■ MATERIAL PROVIDED:
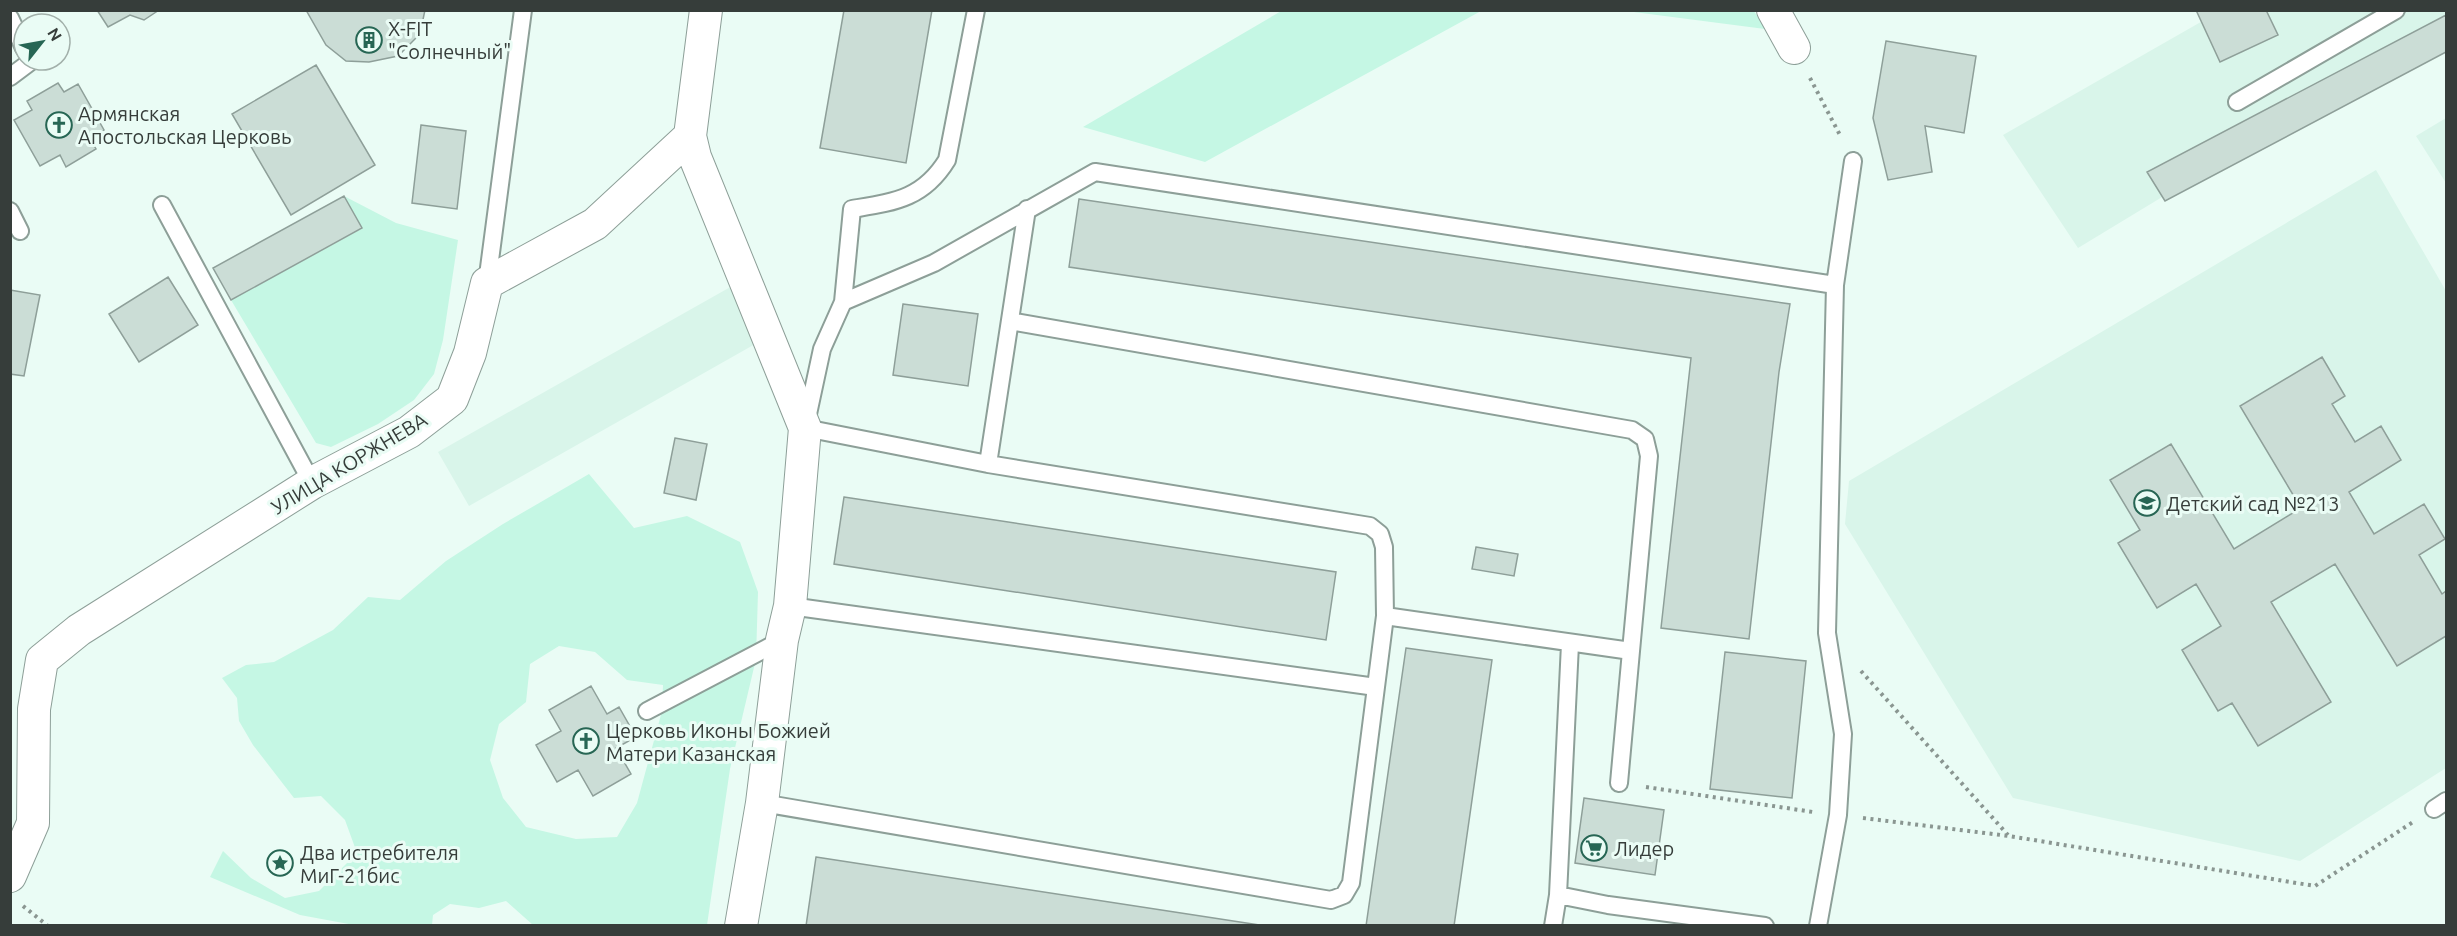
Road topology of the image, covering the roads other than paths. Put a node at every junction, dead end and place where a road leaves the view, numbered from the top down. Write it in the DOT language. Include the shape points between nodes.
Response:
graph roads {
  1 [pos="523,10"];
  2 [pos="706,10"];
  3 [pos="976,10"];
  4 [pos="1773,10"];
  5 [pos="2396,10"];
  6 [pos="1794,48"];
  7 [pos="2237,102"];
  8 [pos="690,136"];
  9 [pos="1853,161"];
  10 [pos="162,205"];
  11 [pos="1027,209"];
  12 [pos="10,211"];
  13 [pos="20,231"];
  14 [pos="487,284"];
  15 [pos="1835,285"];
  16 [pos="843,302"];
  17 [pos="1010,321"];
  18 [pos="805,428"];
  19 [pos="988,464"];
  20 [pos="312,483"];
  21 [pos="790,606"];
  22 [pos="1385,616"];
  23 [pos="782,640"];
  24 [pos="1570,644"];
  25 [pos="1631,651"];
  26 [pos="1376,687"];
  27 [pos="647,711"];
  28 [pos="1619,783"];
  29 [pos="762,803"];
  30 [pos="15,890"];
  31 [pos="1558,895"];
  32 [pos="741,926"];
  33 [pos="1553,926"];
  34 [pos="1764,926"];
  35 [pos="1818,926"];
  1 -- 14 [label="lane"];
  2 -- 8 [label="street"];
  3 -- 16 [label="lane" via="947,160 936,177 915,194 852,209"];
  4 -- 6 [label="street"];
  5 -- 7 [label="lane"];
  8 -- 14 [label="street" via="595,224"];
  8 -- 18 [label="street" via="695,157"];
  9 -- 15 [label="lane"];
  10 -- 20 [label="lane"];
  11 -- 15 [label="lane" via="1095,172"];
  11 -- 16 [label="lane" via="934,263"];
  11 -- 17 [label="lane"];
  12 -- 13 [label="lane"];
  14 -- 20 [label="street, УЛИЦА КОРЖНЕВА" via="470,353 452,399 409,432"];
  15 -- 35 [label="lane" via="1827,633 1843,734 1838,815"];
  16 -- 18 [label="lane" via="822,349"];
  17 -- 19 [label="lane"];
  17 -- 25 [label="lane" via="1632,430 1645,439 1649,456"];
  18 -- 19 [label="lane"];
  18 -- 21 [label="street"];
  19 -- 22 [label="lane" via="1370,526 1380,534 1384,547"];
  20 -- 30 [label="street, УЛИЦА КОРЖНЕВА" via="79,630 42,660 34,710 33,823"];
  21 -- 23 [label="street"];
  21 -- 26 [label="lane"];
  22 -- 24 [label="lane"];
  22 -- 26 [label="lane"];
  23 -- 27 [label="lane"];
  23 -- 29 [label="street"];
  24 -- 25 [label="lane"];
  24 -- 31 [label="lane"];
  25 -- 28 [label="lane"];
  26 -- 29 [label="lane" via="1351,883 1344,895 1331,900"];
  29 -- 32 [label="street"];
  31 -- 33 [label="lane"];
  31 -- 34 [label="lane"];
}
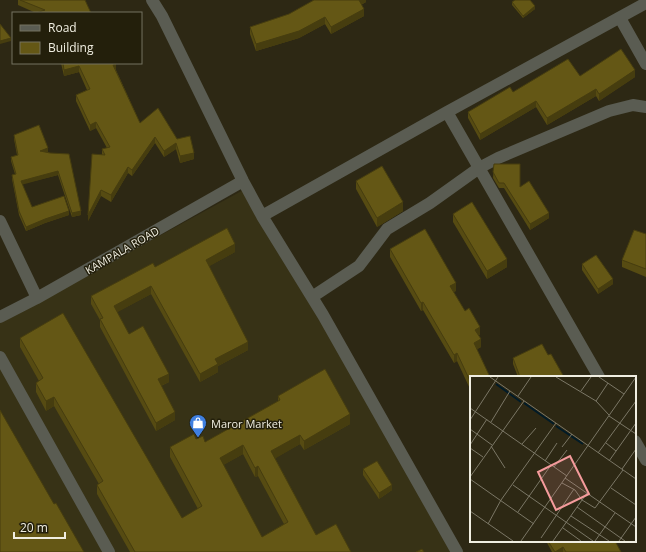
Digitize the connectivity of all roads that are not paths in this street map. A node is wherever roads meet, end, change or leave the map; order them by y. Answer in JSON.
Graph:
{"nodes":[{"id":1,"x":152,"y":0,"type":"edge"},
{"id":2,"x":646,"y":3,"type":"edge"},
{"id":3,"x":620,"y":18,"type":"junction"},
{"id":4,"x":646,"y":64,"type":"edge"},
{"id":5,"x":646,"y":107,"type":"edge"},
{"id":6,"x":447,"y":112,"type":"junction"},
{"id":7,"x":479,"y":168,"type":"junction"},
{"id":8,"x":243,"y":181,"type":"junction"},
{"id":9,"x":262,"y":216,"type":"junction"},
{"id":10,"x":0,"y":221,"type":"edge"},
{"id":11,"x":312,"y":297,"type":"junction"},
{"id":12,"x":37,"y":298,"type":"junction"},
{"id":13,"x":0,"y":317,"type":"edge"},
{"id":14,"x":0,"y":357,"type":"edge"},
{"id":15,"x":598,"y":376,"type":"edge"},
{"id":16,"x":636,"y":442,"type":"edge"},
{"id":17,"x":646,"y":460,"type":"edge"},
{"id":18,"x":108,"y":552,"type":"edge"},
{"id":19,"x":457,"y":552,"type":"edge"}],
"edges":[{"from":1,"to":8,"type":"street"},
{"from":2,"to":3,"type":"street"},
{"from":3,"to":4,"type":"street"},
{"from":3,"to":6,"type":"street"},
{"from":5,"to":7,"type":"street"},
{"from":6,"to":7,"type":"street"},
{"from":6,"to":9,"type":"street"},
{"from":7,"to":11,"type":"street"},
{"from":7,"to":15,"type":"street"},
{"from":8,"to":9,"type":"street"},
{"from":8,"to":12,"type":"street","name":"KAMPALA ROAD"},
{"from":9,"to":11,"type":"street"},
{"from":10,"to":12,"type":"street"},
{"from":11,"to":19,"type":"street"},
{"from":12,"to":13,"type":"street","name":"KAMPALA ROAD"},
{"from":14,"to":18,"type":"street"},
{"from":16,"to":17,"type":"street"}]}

■ TASK INSTRUCTIONS:
In the listing above, count the lines that contain "paths". Give the number and nothing else.

■ EXPECTED OUTPUT:
2